Being the first part of a series of Lectures on Jurisprudence or the Philosophy of Positive Law. By the late JOHN Austin, Esq., M.A., of the Inner Temple, Barrister-at
Law. 2nd Edition. London: 1861. 2. Ancient Law. Its Connection with the early History of So
ciety, and its Relation to Modern Ideas. By HENRY SUMNER MAINE, Reader of the Civil Law
in the Middle Temple, and formerly Regius Professor of the Civil Law in the University
of Cambridge. London: 1861. THERE is no pursuit on which more ability and learning has
been lavished than on the law of England, and there is no subject to which English literature has contributed so little as general jurisprudence. With the addition of Bentham's works, the two books mentioned at the head of this article would almost complete the list of works upon that subject worth reading, written by Englishmen. The reasons of this state of things are not the less interesting because they are obvious to every one whose acquaintance with the subject is practical. It is often ascribed to the supposed inaptitude or dislike of Englishmen for general speculation, or to the immersion of all our ablest men in pursuits tending directly to their personal advancement; but this view of the matter is neither just nor true. Abundant evidence might be given of the aptitude of Englishmen for general speculations, and there have never been wanting amongst us a sufficient supply of persons inclined to a life of thought and study to investigate the subjects which circumstances from time to time have invested with interest.

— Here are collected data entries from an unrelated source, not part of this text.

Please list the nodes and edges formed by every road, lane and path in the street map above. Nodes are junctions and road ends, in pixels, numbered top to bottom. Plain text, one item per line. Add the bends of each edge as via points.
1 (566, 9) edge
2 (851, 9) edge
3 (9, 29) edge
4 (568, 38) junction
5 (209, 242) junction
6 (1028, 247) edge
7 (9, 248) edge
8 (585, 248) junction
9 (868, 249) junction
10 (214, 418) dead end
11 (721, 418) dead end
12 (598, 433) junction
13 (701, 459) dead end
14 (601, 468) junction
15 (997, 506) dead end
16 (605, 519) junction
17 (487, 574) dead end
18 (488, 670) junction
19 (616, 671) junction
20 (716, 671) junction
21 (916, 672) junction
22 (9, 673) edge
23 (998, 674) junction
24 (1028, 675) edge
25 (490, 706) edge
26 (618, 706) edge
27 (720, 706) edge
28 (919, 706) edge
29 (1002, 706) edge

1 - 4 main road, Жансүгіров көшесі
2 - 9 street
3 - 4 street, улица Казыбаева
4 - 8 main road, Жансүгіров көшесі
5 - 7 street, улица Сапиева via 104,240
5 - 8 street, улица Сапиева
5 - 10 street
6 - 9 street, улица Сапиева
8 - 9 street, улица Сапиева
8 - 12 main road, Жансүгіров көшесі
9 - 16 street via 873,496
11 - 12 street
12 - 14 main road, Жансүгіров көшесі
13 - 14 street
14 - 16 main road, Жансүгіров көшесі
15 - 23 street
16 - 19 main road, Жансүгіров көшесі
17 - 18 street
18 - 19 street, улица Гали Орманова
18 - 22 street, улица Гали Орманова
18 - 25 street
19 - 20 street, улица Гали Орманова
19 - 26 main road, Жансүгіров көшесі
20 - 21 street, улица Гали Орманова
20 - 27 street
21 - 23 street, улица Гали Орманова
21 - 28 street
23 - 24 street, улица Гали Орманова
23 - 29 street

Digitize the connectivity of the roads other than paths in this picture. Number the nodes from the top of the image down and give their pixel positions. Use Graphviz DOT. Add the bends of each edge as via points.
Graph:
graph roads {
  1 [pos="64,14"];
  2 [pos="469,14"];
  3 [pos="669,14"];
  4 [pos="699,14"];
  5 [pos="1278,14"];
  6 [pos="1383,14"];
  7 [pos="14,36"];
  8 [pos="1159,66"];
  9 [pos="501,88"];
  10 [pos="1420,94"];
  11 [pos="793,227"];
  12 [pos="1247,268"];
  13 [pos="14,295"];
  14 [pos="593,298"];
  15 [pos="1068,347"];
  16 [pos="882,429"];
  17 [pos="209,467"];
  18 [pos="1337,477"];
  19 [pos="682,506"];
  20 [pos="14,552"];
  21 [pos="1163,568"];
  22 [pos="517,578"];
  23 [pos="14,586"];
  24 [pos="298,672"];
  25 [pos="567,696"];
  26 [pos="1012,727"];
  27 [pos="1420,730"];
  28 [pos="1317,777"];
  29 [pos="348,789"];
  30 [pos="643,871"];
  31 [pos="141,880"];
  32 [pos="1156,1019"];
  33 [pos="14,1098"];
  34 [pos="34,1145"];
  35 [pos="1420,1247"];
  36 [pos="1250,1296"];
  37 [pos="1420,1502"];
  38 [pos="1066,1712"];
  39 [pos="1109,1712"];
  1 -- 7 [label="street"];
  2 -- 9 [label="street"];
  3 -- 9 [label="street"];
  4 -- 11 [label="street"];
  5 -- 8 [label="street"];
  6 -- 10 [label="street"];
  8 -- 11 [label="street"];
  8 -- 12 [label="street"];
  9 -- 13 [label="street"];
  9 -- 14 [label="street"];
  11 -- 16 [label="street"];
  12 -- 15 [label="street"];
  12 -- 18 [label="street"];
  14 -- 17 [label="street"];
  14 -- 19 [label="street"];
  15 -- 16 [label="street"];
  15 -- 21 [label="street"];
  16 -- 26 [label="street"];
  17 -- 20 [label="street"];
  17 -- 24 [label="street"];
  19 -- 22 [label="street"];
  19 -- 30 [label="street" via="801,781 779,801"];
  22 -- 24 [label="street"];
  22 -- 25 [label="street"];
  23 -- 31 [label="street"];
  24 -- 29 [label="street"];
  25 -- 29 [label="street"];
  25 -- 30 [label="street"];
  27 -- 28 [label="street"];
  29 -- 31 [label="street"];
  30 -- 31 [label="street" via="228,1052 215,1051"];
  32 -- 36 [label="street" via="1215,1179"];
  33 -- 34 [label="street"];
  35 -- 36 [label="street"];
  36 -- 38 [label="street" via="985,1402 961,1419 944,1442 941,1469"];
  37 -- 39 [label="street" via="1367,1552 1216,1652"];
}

The real reason why general jurisprudence has been neglected in this country is to be found in the absence of the causes which in other countries induce men to study it. The popularity of general speculations, either upon law or any other subject, depends principally upon the degree of practical importance and dignity attached to them. For example, when the minds of men are occupied, as in France in the last century, with the presentiment that great social changes are impending, there is a strong inducement to theorise upon the constitution of society, and the nature and limits of political obligations, in order to furnish arms to the combatants in the struggle which is felt to be approaching. The birth and growth of the study of political economy, in the course of the last century and a quarter, is another example of the same influence. The general feeling,
that the accumulation and distribution of property was little understood, and that its principles, if firmly apprehended and clearly stated, would produce great practical results, was no doubt the chief cause of the attention which the subject received. In the same way the degree in which men perceive the necessity for general principles and broad views on legal subjects depends upon the degree in which they feel the want of them; and though it may appear paradoxical, it is strictly true, that under many circumstances, and in many states of society, the study of jurisprudence is injured by a good administration of justice and a good system of legislation, and favoured by a bad one. The law of England in the present day may be not altogether unfairly described as a mass of details which no memory can embrace, and which hardly any understanding can reduce under the heads to which they properly belong ; but this state of things, which a knowledge of jurisprudence more widely diffused amongst lawyers would undoubtedly have gone far to remedy, can be distinctly traced to the fact that the administration of the law was for centuries more pure, systematic, and authoritative, and that legislation was more judicious and definite, in this than in any other country in Europe.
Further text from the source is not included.